[Available records — start]
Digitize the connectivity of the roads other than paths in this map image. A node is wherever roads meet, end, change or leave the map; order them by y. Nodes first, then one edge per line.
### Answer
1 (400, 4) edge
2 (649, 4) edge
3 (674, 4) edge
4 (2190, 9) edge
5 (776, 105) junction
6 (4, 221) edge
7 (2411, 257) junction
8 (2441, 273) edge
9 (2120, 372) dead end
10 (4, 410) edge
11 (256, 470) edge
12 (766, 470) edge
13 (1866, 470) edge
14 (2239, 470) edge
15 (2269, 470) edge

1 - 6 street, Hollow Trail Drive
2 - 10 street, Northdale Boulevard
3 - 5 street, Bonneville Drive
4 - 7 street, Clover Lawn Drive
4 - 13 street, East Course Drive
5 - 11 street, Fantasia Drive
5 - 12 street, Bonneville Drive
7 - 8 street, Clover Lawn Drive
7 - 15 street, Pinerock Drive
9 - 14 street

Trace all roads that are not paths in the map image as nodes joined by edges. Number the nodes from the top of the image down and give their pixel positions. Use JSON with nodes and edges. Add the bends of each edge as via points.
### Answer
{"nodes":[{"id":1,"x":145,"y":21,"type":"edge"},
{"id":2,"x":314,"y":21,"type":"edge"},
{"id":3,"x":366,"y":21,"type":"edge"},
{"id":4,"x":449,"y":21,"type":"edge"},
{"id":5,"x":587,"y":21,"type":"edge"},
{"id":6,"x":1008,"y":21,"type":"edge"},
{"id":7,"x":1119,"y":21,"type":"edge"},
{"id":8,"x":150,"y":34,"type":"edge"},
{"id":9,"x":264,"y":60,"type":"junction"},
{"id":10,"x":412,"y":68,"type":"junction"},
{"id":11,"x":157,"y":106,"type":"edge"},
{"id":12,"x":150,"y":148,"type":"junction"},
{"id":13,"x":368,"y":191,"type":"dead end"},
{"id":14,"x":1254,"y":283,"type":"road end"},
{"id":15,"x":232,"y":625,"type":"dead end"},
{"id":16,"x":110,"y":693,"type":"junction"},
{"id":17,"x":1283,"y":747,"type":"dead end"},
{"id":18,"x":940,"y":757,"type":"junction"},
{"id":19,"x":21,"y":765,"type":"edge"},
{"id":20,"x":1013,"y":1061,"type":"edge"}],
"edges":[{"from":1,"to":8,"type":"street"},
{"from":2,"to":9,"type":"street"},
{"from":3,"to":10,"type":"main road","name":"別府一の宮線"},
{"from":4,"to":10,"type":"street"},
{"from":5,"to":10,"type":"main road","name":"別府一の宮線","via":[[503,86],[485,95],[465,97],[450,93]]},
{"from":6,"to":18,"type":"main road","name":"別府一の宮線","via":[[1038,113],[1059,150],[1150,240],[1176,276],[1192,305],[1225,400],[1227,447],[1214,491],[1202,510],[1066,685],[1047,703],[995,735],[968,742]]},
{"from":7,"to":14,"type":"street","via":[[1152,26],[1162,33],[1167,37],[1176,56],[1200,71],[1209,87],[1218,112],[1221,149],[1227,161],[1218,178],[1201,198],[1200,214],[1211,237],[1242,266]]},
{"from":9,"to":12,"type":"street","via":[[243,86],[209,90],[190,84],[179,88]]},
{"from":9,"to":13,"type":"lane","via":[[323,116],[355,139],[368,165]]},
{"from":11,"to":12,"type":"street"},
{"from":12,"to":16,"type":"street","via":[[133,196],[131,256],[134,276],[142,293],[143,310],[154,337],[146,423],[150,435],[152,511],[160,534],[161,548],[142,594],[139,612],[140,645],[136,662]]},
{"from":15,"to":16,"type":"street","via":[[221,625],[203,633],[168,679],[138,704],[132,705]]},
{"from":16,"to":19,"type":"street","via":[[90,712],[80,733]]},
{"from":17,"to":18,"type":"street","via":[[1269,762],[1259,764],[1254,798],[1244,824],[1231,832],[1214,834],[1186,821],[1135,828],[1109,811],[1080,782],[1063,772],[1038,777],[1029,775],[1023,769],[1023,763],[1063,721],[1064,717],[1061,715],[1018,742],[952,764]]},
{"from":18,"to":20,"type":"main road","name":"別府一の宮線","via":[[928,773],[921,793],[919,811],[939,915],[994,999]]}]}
[Available records — finish]
What needs to be done:
Identify every line above that includes the word "paths", and show those lines.

The answer:
Digitize the connectivity of the roads other than paths in this map image. A node is wherever roads meet, end, change or leave the map; order them by y. Nodes first, then one edge per line.
Trace all roads that are not paths in the map image as nodes joined by edges. Number the nodes from the top of the image down and give their pixel positions. Use JSON with nodes and edges. Add the bends of each edge as via points.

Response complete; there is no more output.